As a journalism major with minors in history and theater, multiple internships, extracurricular activities and interests, Tomanelli has managed to try his hand at almost every form of media in his time at Ithaca College.
With his smooth, charismatic voice, which Tomanelli always thought was one of his better gifts, he got involved with VIC Radio his freshman year. Now the sports director, Tomanelli said radio just seemed to fit.
“I really like radio as a medium, not that the other media aren’t without value,” he said. “But I really like radio because it’s very unique, and it’s very versatile, and I feel like it’s sort of lasting.”
As sports director, Tomanelli is constantly creating game openings, scheduling games and training the younger broadcasters. But Tomanelli said he still gets his air time doing play-by-play, color commentary, halftime shows and pregame shows.
Senior Nate March, who has worked with Tomanelli at the radio station since their freshman year, said though Tomanelli doesn’t have his own sign-off, he always has something new to bring to the airwaves.
“It’s not that very deep, voice-over type voice,” he said. “It’s a little bit nasally, but not in the bad way where it gets too pitchy. It just grabs your attention. It’s a very distinguishable voice from other broadcasters.”
Tomanelli, a Park Scholar, has many interests in media aside from sports reporting. He gets his news fix writing political pieces for Buzzsaw Magazine. For The Ithacan, he wrote a column about international and domestic issues. Tomanelli also satisfied his interest in entertainment, writing reviews for Imprint Magazine.
“I try to use all the different media on campus to express my different interests and fulfill those different outlets,” he said.
When Tomanelli isn’t producing sports openings for the radio station or writing his Academy Award previews for Imprint Magazine, he can be found volunteering off campus in Amy Eckley’s fourth grade class at South Hill Elementary School, helping as a teacher’s assistant. Eckley said Tomanelli’s flexible attitude has been helpful to her the past four years.
“There are plenty of times when we’re not doing anything like what I planned to do, so he’s very good at rolling with the flow and handling things well,” she said.
That flexibility comes in handy for Tomanelli as he manages his packed schedule of classes, volunteering, meetings and homework.

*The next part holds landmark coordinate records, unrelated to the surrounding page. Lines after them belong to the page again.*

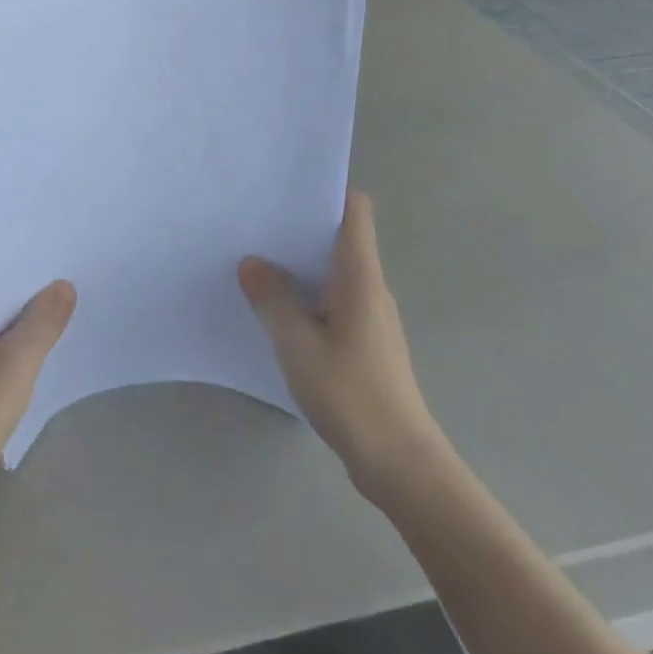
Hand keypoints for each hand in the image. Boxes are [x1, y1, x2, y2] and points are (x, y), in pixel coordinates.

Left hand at [0, 259, 75, 527]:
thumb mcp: (13, 366)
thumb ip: (42, 321)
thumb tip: (63, 285)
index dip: (9, 241)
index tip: (46, 232)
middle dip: (20, 274)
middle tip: (64, 260)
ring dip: (18, 307)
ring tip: (63, 292)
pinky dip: (11, 335)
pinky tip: (43, 337)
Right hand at [239, 193, 443, 503]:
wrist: (400, 464)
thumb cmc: (351, 393)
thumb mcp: (297, 344)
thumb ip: (272, 299)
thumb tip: (252, 262)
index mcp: (360, 275)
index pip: (355, 211)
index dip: (326, 191)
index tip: (287, 189)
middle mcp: (370, 287)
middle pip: (340, 238)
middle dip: (300, 228)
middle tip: (256, 223)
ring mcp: (371, 317)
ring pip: (334, 273)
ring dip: (301, 266)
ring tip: (258, 263)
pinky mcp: (366, 344)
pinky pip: (334, 302)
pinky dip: (308, 297)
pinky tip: (279, 312)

He said he also makes time to catch up on his favorite media outlets, including those he has interned at such as NPR, Fairness & Accuracy in Reporting and Democracy Now!
“One of the great things about the time we live in is at the end of the day, I can go back and visit all my favorite news sites or watch videos,” he said. “Often I’ll think to myself how much harder it must have been to stay informed 20 to 25 years ago.”
While participating in the Los Angeles Program last spring, Tomanelli worked with Renee Montagne, the host of Morning Edition at NPR, who told him something that has stayed with him.
“She said to me, ‘Between the four major media now — print media, television, online or radio — radio is the only one that you can do while you’re in the shower or do while you’re driving,’” he said. “There’s a certain kind of permanence to it in our lives.”
Though the Los Angeles program may be geared toward cinema and photography and television-radio majors, Tomanelli said he focused on news reporting there.
“I was out there for the Haiti earthquake, which was a lot of reporting, and they were basically having the surge in Afghanistan, so it was an interesting time to be out there,” he said.
NPR was not the only place Tomanelli was able to cover hard-hitting news. This summer, he worked three days a week at Democracy Now! and two days at FAIR. Jeff Cohen, director of the Park Center for Independent Media, who was Tomanelli’s internship supervisor for the summer, said Tomanelli seemed to do it all.
“I visited both sites while he worked there and he seemed — to outside eyes — to be a regular part of both staff teams,” Cohen said.
Ideally, Tomanelli said he would like to move to New York City after graduation and work for an independent media organization. But he said when it comes to politics, sports and entertainment, he wants it all.
“I would like to go into the political journalism, the current affairs route,” he said. “But, I would never want to give up those other passions, whether sports or entertainment, because it’s all very related.”